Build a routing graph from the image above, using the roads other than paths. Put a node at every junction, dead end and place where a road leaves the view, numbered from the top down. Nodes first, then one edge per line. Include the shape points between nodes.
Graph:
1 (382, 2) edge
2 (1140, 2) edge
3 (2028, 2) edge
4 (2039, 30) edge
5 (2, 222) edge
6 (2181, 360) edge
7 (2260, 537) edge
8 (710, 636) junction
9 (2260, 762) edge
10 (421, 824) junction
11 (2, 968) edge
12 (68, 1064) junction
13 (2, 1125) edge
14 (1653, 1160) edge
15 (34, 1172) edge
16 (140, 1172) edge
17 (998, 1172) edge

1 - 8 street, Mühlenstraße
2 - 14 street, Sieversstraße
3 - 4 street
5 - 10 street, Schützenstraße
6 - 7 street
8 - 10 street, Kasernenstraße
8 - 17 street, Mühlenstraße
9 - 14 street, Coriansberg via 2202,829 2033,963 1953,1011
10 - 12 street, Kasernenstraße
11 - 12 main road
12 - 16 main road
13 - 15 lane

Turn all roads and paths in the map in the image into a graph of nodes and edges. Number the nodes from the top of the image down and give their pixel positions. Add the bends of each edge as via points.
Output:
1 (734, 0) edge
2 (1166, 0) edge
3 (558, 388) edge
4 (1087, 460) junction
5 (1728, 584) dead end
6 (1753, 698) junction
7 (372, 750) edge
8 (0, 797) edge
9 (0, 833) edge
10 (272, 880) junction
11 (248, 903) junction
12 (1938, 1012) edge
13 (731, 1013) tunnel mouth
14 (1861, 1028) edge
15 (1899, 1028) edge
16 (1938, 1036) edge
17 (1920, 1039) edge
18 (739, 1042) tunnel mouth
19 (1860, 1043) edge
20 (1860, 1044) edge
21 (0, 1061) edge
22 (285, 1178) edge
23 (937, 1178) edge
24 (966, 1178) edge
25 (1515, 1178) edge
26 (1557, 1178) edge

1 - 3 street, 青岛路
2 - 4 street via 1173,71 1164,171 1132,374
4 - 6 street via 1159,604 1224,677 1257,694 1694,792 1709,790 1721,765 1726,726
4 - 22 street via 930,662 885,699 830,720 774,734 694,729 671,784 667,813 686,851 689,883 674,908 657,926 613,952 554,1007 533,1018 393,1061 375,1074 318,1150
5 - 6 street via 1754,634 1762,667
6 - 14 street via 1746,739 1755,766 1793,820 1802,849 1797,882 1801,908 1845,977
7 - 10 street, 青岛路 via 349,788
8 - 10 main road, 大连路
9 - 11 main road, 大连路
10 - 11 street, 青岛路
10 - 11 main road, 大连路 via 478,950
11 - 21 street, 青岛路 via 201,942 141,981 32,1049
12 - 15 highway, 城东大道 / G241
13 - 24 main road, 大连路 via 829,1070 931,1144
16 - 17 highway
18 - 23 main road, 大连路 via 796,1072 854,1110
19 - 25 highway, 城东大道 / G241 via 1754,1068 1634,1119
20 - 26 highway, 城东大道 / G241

WHAT IS NEEDED ▸
Copy each line of the listing that carries the string "image".

RESULT OF THE TASK ▸
Build a routing graph from the image above, using the roads other than paths. Put a node at every junction, dead end and place where a road leaves the view, numbered from the top down. Nodes first, then one edge per line. Include the shape points between nodes.
Turn all roads and paths in the map in the image into a graph of nodes and edges. Number the nodes from the top of the image down and give their pixel positions. Add the bends of each edge as via points.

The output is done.